- _Work instructions_
Copy out each line from the material where the word "hand" is found.

▽

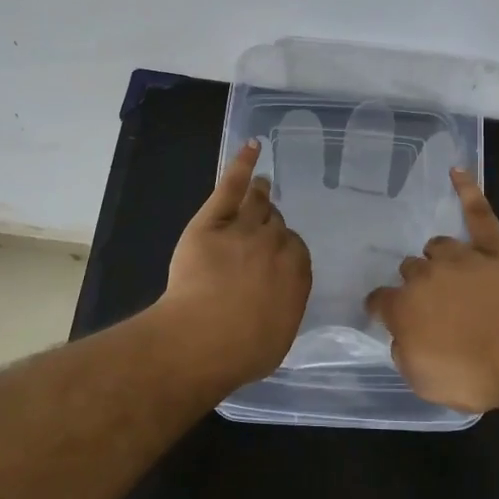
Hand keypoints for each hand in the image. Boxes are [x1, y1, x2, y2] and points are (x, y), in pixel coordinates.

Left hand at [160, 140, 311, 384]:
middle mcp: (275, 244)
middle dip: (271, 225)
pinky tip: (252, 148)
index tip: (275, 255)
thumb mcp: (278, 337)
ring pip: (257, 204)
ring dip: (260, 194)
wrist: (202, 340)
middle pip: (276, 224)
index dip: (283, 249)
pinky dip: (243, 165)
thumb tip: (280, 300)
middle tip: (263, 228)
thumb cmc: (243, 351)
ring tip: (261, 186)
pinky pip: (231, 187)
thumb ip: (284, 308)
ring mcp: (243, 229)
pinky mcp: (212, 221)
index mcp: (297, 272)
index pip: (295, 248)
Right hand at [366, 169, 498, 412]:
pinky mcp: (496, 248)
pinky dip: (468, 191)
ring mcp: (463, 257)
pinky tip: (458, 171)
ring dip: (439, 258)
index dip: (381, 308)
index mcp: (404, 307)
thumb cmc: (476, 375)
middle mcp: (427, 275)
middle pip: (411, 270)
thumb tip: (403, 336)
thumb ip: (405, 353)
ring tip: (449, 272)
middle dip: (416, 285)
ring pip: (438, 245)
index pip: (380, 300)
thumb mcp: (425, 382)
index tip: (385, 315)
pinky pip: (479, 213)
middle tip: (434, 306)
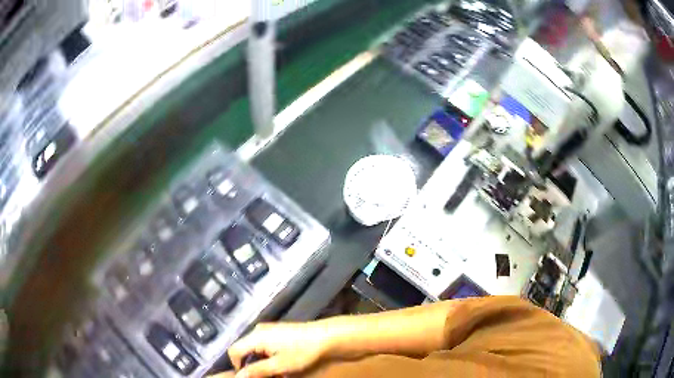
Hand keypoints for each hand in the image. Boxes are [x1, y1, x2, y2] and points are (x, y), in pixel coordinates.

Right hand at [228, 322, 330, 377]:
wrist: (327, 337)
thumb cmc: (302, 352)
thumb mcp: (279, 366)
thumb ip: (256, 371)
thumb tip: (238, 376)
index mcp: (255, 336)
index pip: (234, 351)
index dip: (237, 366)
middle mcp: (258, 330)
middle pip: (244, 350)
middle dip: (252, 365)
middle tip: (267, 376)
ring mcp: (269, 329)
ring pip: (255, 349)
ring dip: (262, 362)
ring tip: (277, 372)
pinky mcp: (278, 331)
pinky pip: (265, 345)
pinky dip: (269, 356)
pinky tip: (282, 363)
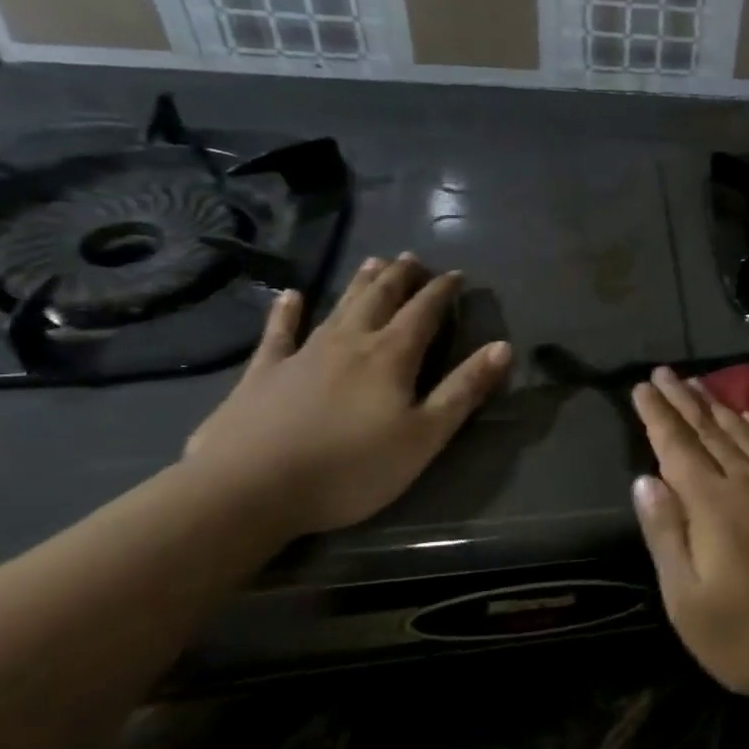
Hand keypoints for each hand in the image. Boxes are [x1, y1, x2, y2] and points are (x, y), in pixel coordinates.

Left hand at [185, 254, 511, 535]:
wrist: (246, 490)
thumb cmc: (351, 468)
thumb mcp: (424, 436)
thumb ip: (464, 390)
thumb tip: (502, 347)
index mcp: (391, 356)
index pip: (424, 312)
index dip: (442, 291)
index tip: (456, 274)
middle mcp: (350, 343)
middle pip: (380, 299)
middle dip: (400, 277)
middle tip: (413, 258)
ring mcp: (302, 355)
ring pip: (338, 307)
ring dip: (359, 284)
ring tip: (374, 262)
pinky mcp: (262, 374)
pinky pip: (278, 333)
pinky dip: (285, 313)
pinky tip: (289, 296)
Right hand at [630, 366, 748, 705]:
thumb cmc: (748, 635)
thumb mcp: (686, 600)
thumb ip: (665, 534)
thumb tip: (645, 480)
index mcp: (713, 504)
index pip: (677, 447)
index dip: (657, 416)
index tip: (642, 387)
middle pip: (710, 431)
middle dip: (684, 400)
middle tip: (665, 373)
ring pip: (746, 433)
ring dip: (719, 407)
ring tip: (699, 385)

△

- _Answer space_
Hand keypoints for each hand in the image. Boxes are [x1, y1, x2, y2] and points are (x, y), in pixel coordinates.
Left hand at [160, 140, 311, 384]:
Right hand at [366, 169, 498, 412]:
Hand keypoints for each hand in the image. Boxes are [x1, y1, x2, y2] and points are (x, y), in pixel coordinates.
Right hand at [228, 322, 330, 377]:
Hand keypoints for each hand in the image. Boxes are [x1, y1, x2, y2] and points are (x, y), in pixel coordinates.
Left hand at [185, 254, 511, 535]:
Right hand at [630, 366, 748, 705]:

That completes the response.